HAY UNA MENTIRA QUE ME HA CONVENCIDO PARA SIEMPRE Y ES QUE ESCRIBIR SIRVE DE ALGO

Ardidos

Hoy camino.. con el viento mordiéndome en el pecho. Con un soplido fantasma en mi oido, abriendo en el callejón cadáveeres de cabra que recogen en algún lugar las guitarras que cantan a los montes.. cuando los techos han sido destruidos. Todo ha cubierto otra profundidad mucho más etérea y nocturna. Oigo los ritos del peyote.. cuando duerme sujeta en la flor de cristal y peso todas las noches entre mis dedos como puñales que escriben en la arena ese lugar donde te perdí para siempre, para besar al sol.
Ya no voy mirando donde secar los papeles para cambiar la mueca del espantapájaros con aguja e hilo y evitar la llamada del abismo. Voy a pecho abierto, sobre la canción que ovilla la muerte en mi oido. Ya no hay tiempo.. para cerrar la puerta y mirar a otro lado, mirando en la ventana, tu ventana de vaho de ortigas. Ni es el tango, ni el porqué a mí, ni esos huesos revolviendo los cajones y desordenándote el nombre de la flor en medio de la nada.

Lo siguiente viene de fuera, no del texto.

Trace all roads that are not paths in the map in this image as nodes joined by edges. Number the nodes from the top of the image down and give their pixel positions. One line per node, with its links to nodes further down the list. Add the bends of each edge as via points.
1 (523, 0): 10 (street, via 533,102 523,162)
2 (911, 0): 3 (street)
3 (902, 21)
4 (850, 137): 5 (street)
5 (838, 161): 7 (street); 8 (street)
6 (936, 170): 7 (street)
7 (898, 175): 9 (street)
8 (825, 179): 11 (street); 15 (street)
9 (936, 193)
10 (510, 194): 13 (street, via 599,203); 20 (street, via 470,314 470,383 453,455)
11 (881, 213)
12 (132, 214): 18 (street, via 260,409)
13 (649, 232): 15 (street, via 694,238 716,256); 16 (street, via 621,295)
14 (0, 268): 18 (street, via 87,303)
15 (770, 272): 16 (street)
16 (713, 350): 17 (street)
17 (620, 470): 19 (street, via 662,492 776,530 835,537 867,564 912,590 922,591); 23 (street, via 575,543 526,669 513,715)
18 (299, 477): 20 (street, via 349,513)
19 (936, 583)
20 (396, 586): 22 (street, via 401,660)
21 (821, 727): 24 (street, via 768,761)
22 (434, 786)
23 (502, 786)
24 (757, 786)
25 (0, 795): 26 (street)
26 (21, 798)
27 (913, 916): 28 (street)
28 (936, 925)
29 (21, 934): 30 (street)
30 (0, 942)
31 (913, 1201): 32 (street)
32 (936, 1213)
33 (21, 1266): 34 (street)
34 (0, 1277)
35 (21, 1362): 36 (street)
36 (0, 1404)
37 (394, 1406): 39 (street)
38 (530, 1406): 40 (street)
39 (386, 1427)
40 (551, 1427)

Hay que ir con la huella en el fuego. Con la fe y la inexistencia, en el mismo grito. El allá se abre en la grieta donde el aquí expulsa sus demonios y abre como jaurías el corazón de lo desconocido, como si fuera a morir al peso del cuchillo de lo ausente. En ese instante, donde colgamos del abismo y todo pierde su significado, y no alcanza la fe, ni el amor caliente ningún regazo, algo conjura, en el interior de la palabra, el vértigo del éter y volvemos a abrir los ojos y a ver los colibríes en la selva.